The voice of common sense timeforabrewnow!!!!
Smile

kjwh · 27/01/2016 13:20

For goodness sake there are more things to life than super GCSEs!!

You are entitled to your opinions. As long as you accept that your children's future education/career prospects may be affected, they may not be able to get a decent job at all, if their GCSE results are poorer than their peer group. If that happens, then don't start whinging about the education system, the government or whoever else you feel may be to blame for them not reaching their educational potential.

kjwh · 27/01/2016 13:25

I had no parental "push" behind me at school and as a result I drifted and ended up with virtually no decent qualifications. It wasn't that I couldn't do the work, in fact I found it easy, but I just couldn't be arsed to do the homework and revision for exams.
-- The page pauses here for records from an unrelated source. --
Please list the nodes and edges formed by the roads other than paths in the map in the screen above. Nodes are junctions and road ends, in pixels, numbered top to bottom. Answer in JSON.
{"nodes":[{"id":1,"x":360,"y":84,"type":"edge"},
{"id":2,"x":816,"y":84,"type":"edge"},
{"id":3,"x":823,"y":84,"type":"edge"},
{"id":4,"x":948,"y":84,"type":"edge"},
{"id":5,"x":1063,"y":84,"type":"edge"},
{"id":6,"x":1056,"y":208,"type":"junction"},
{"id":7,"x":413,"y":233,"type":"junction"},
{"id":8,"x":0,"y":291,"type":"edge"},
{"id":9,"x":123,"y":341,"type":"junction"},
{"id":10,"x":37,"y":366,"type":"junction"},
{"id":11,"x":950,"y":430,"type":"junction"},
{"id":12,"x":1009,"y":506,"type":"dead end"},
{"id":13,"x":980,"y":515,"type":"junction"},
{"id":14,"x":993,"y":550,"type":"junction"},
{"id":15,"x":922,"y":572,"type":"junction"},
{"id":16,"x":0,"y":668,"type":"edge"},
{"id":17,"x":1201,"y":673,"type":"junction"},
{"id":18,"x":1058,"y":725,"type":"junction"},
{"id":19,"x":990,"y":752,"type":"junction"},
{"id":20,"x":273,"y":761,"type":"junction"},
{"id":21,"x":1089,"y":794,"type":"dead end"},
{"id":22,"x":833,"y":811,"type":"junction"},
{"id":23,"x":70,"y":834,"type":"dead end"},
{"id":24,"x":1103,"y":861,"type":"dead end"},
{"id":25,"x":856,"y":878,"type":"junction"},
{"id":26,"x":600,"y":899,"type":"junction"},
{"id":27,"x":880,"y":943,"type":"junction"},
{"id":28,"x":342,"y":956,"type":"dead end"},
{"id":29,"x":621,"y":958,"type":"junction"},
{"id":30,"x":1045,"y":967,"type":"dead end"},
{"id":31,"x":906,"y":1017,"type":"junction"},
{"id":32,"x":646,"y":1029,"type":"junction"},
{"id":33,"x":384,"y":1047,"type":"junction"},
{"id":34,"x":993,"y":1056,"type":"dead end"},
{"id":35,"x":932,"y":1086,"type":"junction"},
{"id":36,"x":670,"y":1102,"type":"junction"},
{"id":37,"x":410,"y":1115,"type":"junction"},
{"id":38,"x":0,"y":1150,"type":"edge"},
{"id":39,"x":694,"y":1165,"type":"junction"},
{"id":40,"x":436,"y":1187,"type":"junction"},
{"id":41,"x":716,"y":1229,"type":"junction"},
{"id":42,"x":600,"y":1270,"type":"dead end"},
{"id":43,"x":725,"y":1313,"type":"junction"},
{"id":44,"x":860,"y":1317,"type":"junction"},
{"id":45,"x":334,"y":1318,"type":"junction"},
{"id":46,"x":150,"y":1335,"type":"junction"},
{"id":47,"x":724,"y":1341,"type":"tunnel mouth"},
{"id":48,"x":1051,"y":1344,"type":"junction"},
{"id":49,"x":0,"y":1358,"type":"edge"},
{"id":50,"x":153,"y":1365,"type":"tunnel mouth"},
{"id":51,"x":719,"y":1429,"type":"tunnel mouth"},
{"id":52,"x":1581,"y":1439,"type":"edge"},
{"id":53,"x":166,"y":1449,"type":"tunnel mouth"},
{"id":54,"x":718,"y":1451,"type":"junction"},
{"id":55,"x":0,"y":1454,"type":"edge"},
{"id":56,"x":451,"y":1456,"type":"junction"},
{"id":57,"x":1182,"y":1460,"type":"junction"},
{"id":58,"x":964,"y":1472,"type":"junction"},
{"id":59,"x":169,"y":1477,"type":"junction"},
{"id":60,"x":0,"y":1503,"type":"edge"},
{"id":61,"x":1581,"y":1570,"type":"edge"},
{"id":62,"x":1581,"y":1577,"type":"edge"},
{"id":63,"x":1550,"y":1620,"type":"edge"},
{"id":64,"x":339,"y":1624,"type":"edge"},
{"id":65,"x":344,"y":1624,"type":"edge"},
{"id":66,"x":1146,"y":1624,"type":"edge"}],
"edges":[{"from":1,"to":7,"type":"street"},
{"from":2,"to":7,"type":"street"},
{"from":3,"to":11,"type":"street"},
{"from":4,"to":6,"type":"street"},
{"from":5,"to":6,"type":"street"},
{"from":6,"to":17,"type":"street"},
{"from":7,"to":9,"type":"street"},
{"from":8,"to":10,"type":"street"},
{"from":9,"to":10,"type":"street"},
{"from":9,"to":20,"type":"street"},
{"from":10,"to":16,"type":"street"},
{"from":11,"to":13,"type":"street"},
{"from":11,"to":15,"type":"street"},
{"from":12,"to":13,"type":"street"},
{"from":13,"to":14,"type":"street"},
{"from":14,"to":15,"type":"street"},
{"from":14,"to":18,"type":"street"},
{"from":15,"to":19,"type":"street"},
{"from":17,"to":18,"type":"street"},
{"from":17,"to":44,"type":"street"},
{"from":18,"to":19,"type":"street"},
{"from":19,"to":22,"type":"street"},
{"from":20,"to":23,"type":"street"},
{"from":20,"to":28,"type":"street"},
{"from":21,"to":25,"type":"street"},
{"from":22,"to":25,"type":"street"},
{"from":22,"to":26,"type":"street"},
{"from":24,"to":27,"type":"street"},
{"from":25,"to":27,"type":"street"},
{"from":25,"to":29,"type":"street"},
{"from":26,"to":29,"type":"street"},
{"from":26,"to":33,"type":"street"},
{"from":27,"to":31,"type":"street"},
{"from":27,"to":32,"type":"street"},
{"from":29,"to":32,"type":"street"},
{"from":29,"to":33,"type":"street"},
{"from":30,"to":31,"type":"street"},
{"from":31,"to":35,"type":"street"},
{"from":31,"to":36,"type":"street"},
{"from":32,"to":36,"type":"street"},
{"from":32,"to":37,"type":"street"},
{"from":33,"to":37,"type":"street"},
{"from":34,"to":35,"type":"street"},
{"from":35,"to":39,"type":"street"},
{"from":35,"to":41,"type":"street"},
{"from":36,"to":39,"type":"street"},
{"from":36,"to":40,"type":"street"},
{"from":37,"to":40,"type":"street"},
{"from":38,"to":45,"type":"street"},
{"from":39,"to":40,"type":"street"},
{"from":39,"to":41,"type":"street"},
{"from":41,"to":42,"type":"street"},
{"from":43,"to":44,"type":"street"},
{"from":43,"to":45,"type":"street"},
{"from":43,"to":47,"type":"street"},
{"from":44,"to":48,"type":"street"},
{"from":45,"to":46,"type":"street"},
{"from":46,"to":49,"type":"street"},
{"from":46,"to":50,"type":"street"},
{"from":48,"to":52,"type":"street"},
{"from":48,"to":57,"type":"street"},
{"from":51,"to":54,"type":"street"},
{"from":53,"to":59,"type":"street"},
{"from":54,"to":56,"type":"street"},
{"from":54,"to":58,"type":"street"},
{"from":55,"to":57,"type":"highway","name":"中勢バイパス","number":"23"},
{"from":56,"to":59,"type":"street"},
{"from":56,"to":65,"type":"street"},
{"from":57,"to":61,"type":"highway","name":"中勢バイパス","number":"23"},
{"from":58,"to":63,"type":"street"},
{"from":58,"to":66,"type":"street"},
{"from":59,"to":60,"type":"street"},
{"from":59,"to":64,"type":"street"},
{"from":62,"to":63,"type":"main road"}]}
I've managed to carve a decent career, but it's been a lot harder as I've had to do evening and day-release courses, alongside full time work, to get the qualifications I needed, and even now, I'm on the second tier of my profession rather than the top tier.

Whenever I was going through a hard time, trying to study alongside a demanding job, whilst my peer group were enjoying life at Uni, I resented my parents for not showing an interest in my education and not making sure I was doing what was necessary.